(Source material begins)

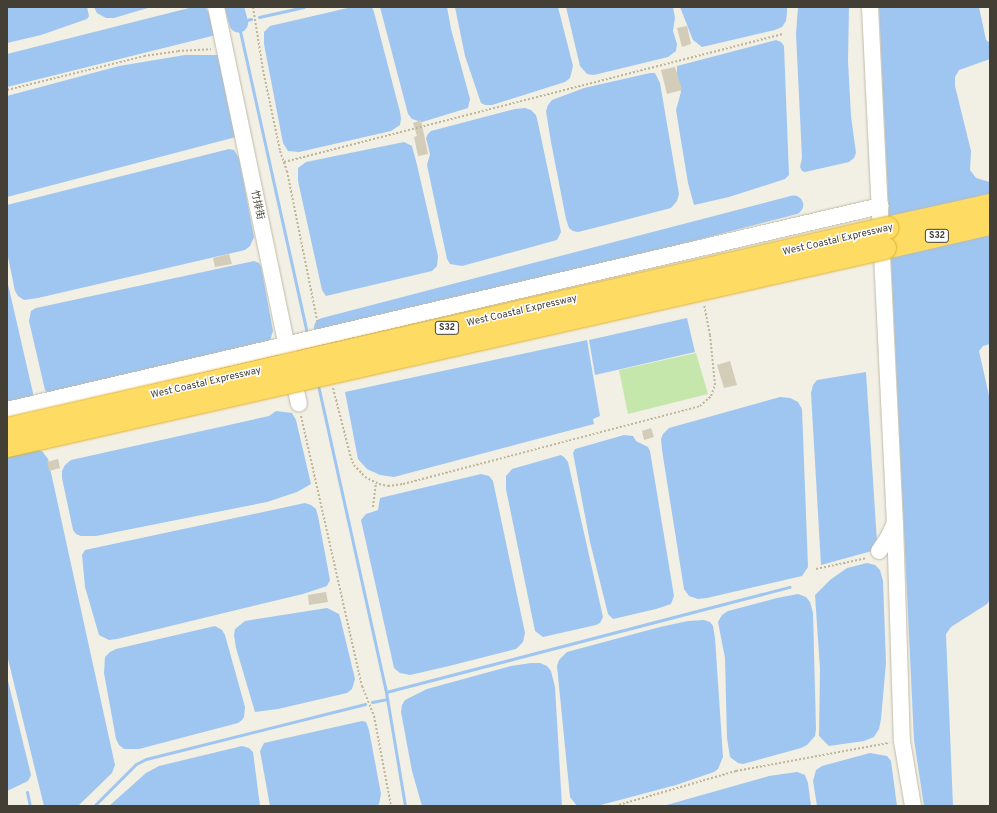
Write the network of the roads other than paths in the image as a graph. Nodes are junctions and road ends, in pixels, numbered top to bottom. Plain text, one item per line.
1 (216, 7) edge
2 (870, 7) edge
3 (990, 205) edge
4 (880, 206) junction
5 (990, 224) edge
6 (286, 345) junction
7 (298, 404) road end
8 (7, 410) edge
9 (7, 429) edge
10 (7, 446) edge
11 (895, 523) junction
12 (879, 551) road end
13 (913, 806) edge

1 - 6 street, 竹排街
2 - 4 street
3 - 9 highway, West Coastal Expressway / S32, bridge
4 - 6 street
4 - 11 street
5 - 10 highway, West Coastal Expressway / S32, bridge
6 - 7 street, 竹排街
6 - 8 street
11 - 12 street
11 - 13 street

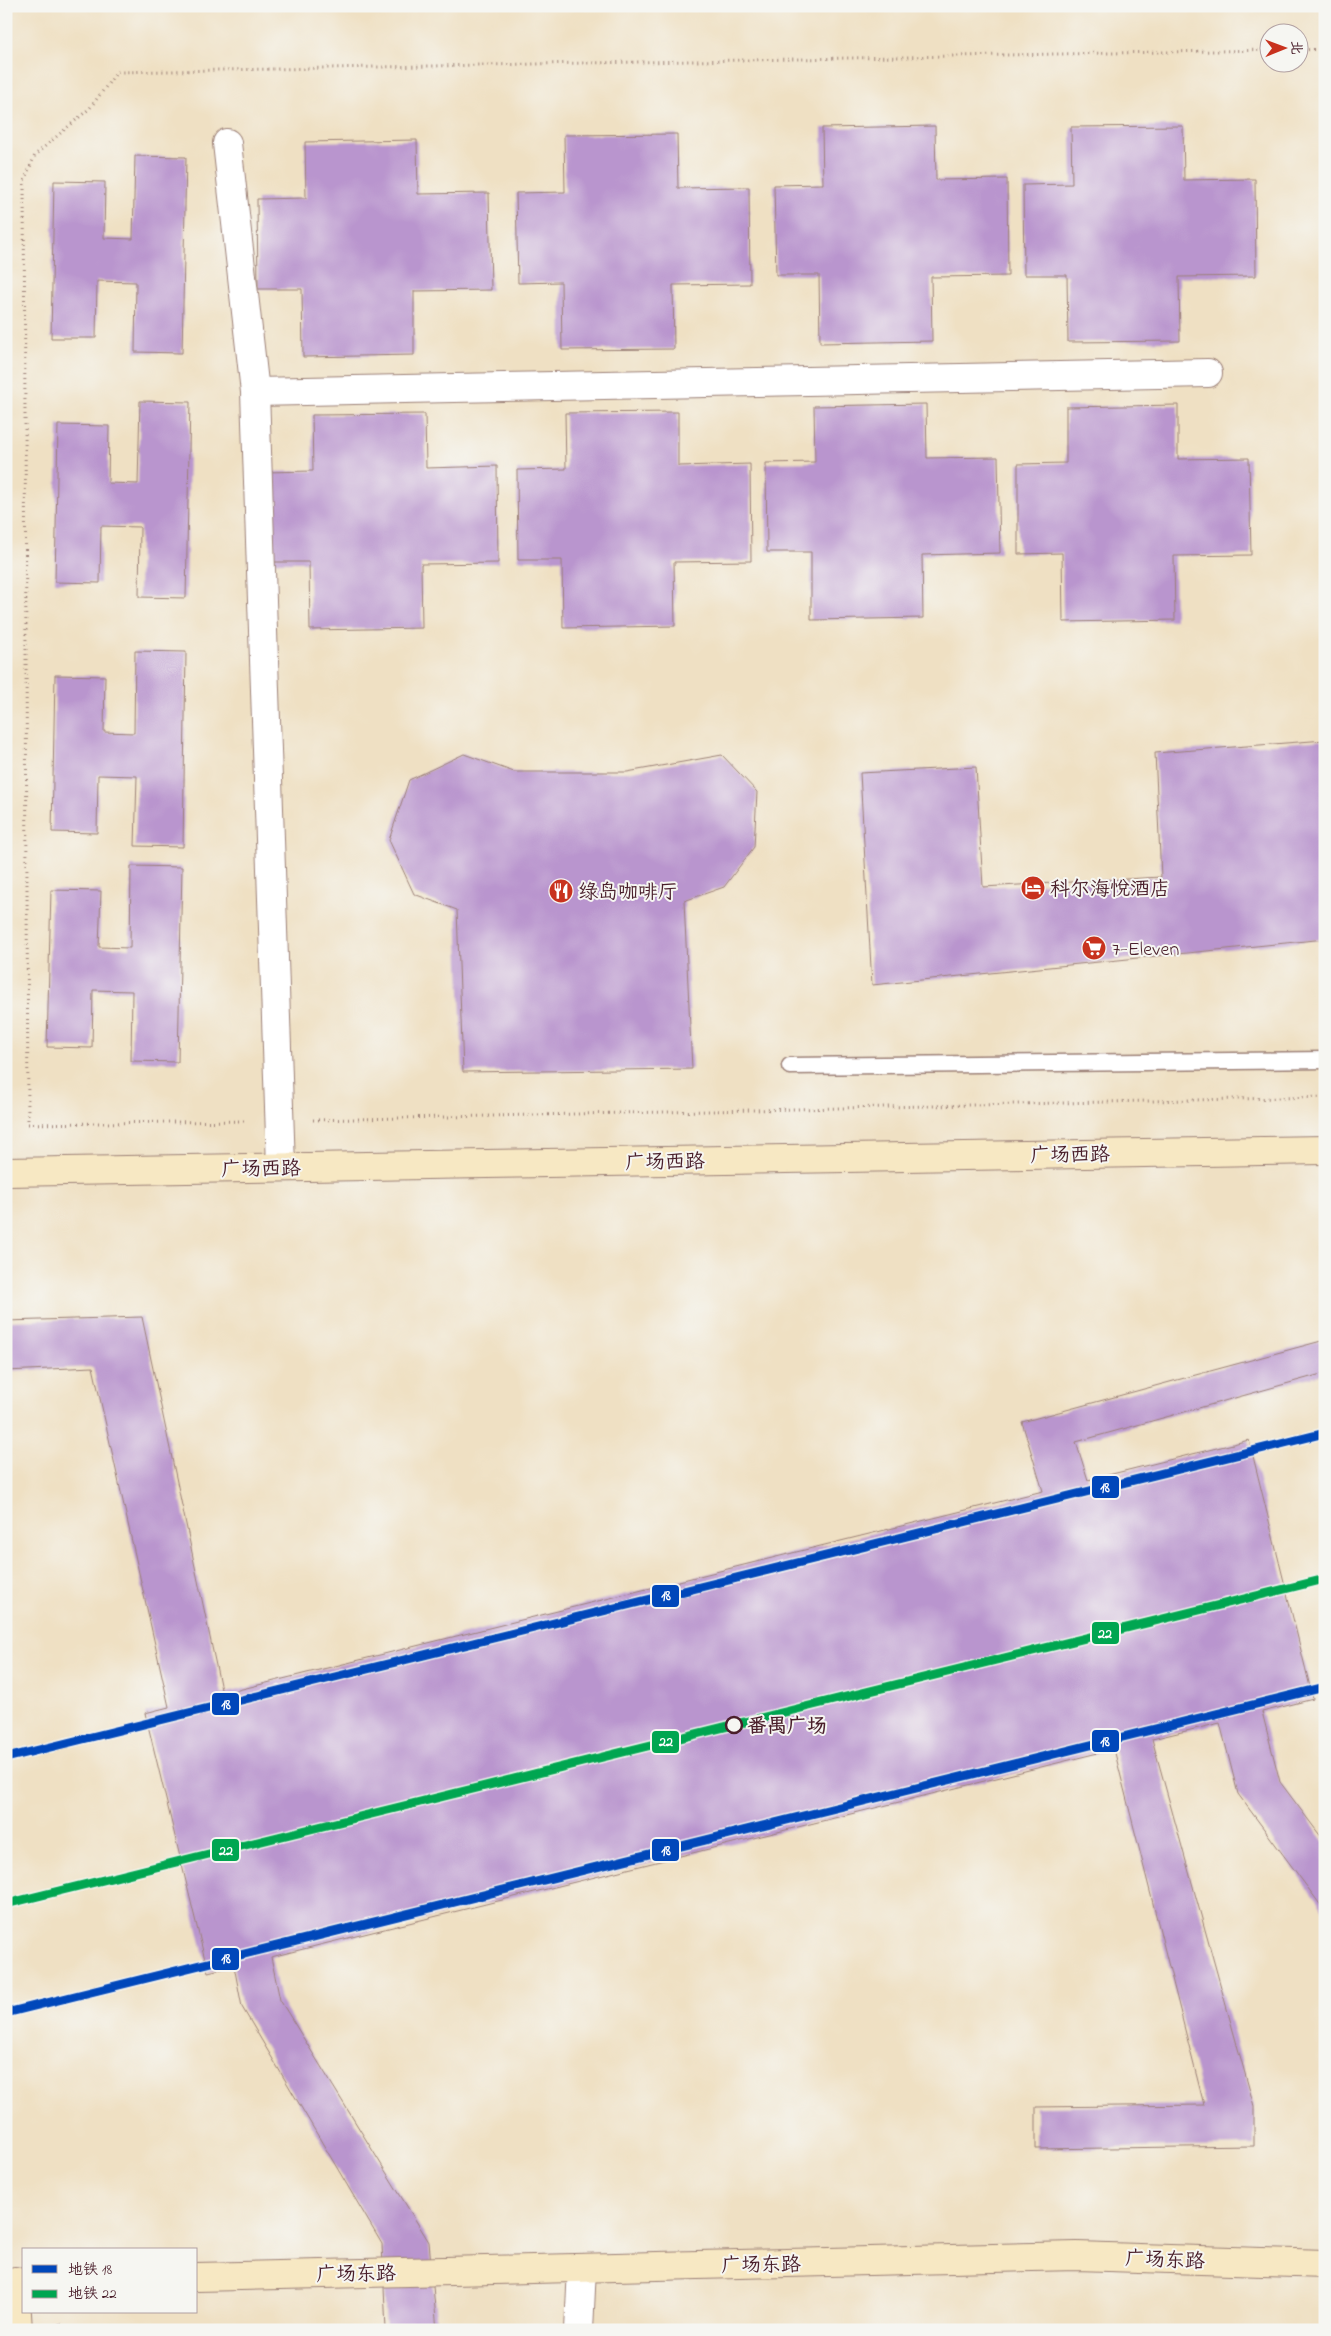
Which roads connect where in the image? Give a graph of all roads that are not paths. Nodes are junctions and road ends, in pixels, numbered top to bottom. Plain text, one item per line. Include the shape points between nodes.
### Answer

(Source material ends)

== Required action ==
Every line above should be reproduced exactly, please, with no pictures included.

== Solved problem ==
Write the network of the roads other than paths in the image as a graph. Nodes are junctions and road ends, in pixels, numbered top to bottom. Plain text, one item per line.
1 (216, 7) edge
2 (870, 7) edge
3 (990, 205) edge
4 (880, 206) junction
5 (990, 224) edge
6 (286, 345) junction
7 (298, 404) road end
8 (7, 410) edge
9 (7, 429) edge
10 (7, 446) edge
11 (895, 523) junction
12 (879, 551) road end
13 (913, 806) edge

1 - 6 street, 竹排街
2 - 4 street
3 - 9 highway, West Coastal Expressway / S32, bridge
4 - 6 street
4 - 11 street
5 - 10 highway, West Coastal Expressway / S32, bridge
6 - 7 street, 竹排街
6 - 8 street
11 - 12 street
11 - 13 street

Which roads connect where in the image? Give a graph of all roads that are not paths. Nodes are junctions and road ends, in pixels, numbered top to bottom. Plain text, one item per line. Include the shape points between nodes.
### Answer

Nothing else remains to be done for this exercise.